Exactly--this is beyond ridiculous.


----------



## CarefreeinChicago (May 25, 2015)

I have been having problems since Friday logging in from iPad and & iPhone even removing the S.


----------



## natural2008 (May 25, 2015)

A yo hootie hooooooo @dimopoulos where you at????


----------



## CocoGlow (May 25, 2015)

I too thought the site was down again ... I've only been able to get on the site twice in the past few days ... i'm shocked that it went through this time to be honest....i keep trying and getting the error message  .... i use Chrome on my laptop


----------



## InchHighPrivateEye (May 25, 2015)

So...the site has been up this weekend? We just can't get on from certain devices? Chile...


----------



## awhyley (May 25, 2015)

Also, I don't know if its just me, but I used to be able to open multiple windows on here, but when I do now, I get logged out


----------



## mochalocks (May 25, 2015)

I thought it was only me having issues accessing the site.


----------



## toniy (May 25, 2015)

So it's not just me! Wheww!


----------



## AstroQueen77 (May 26, 2015)

I've actually forgotten my password and am trying to reset it.
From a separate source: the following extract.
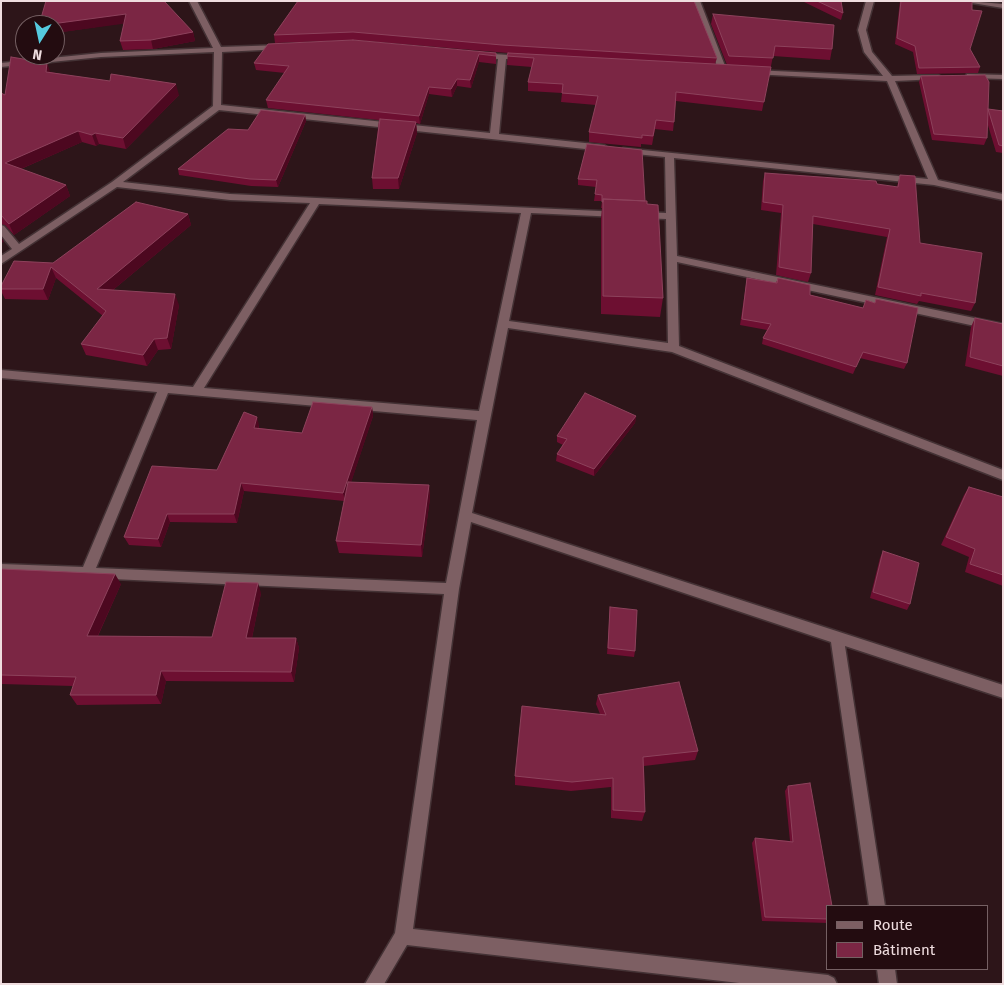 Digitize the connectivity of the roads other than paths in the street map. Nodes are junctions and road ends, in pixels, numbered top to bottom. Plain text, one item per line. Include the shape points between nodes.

I'm only able to post because my computer has the information pre-filled..however, when I try to enter my email..and click "forgot password"..it wont let me go any farther because the captcha it wants me to type..I can't type in since there is no field.


----------



## mz.rae (May 27, 2015)

I've been having problems getting on the site with both my ipad and android phone.


----------



## Kalani (May 29, 2015)

I see I'm not the only one. I have been having to use the computer because I cannot access the site on my phone at all. I get an error stating "there was a problem establishing a secure connection". When I click the details option it states that the server certificate is configured for: www.andyspizzaranson.com.


----------